Air conditioning company CAC 2000 Limited is pinning hopes on its project pipeline to get beyond a string of quarterly losses that’s now compounded by negative cash flow.
CAC 2000’s half-year report to shareholders shows that the company burned through nearly $40 million in cash of the $76 million it had at the end of its financial year, October 2023, leaving it with $36 million as at April. Its operating cash was in the red at $38 million.
CEO Gia Abraham was frank in her assessment of the situation.
“Cash flow continues to be of concern as we deal with the negative impact on our overall cash flow due to increased supplier demand for upfront payments and increased clearance costs due to full container shipments; increasing demand for advance payment and performance bonds on large projects; and customers extending payments beyond the 14-30 days,” Abraham said at the release of the company’s second-quarter results.
To meet its obligations, CAC 2000 took on more debt through a revolving loan facility held at Scotiabank, which has grown from $60 million to $105 million.
Abraham told the Financial Gleaner that the additional borrowing was considered the best option to keep the business humming, while it sought out and competed for projects.
“We’ve been winning jobs, but the reality is that such jobs usually come with performance bonds, which means that they are cash-intensive upfront,” she said, noting that the company was attempting to recover from the blow that the Covid-19 pandemic dealt to CAC’s project portfolio.
“Some of those projects had to be retendered and, as such, that put us in a situation where we found ourselves having to rebuild the portfolio, and we spend most of 2023 and, so far, most of 2024 doing that,” she said.
The company projects that the new projects should start generating good cash flow in another six to 18 months, Abraham said.
In its report, CAC said half-year revenues increased by 15 per cent to $445 million. However, the company posted a bigger loss of $53 million, reflecting an 18 per cent deterioration in earnings from a loss of $45 million in the year-prior period.

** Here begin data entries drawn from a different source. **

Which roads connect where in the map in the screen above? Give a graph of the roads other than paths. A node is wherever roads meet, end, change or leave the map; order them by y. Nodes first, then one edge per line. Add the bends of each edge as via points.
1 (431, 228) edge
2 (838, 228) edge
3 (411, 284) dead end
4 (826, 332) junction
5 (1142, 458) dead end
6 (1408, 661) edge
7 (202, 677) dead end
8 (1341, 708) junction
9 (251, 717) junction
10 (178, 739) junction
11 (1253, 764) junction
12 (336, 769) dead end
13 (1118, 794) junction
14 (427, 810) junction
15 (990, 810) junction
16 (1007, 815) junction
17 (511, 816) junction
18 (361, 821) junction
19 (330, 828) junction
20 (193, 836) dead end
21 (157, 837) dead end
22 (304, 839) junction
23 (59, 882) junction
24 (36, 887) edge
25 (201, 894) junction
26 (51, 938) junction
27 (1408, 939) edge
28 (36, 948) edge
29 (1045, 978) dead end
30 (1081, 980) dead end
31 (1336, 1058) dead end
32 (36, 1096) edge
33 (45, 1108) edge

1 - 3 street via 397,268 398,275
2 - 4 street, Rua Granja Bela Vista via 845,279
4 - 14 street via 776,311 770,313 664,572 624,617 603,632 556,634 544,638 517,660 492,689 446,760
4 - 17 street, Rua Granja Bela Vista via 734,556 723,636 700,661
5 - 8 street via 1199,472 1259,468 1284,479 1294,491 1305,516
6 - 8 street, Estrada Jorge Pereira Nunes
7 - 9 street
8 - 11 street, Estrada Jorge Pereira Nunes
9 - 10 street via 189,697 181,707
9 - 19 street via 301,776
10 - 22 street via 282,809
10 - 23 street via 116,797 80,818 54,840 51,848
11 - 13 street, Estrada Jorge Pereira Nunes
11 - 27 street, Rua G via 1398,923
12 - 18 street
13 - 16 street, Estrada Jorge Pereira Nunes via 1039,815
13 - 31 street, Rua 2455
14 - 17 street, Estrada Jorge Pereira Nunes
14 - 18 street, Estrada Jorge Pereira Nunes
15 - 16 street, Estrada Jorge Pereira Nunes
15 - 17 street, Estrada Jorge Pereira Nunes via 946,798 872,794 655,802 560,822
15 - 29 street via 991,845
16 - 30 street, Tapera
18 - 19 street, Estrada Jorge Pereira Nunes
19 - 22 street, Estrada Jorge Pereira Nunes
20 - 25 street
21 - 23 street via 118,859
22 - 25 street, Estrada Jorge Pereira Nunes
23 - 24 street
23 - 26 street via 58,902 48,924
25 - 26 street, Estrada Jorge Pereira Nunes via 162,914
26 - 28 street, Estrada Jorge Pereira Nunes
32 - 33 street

CAC 2000 is in the business of installation, maintenance and repair of HVAC, or heating, ventilation and air conditioning, systems to the commercial and residential market segments. It operates from the Kingston industrial belt at Marcus Garvey Drive, where its office and warehouse are housed.
The company also operates a store at Shop No. U3, Village Plaza in Kingston, adding to its retail presence, which includes another CAC store in Montego Bay. The Village Plaza shop shares space with EnRvate Limited, an energy solutions provider that CAC has partnered on with Tropical Battery Company.
“Village is holding its own. It’s not where I’d want it to be, but it is getting there in terms of the targets. For Montego Bay, we still have some way to go. We only recently brought on a sales manager who will oversee western Jamaica,” Abraham said.
The stores were established as touch points for customers seeking CAC 2000’s energy IEQ solutions, that is, indoor environmental quality products and services. Abraham said the company was targeting IEQ sales, which was now a viable area, especially in the post-Covid environment.
In going after new projects, CAC 2000 had to pull back from the retail expansion effort, but now that the project portfolio has been rebooted and is sufficiently strong, there will be renewed effort in building out the store sales.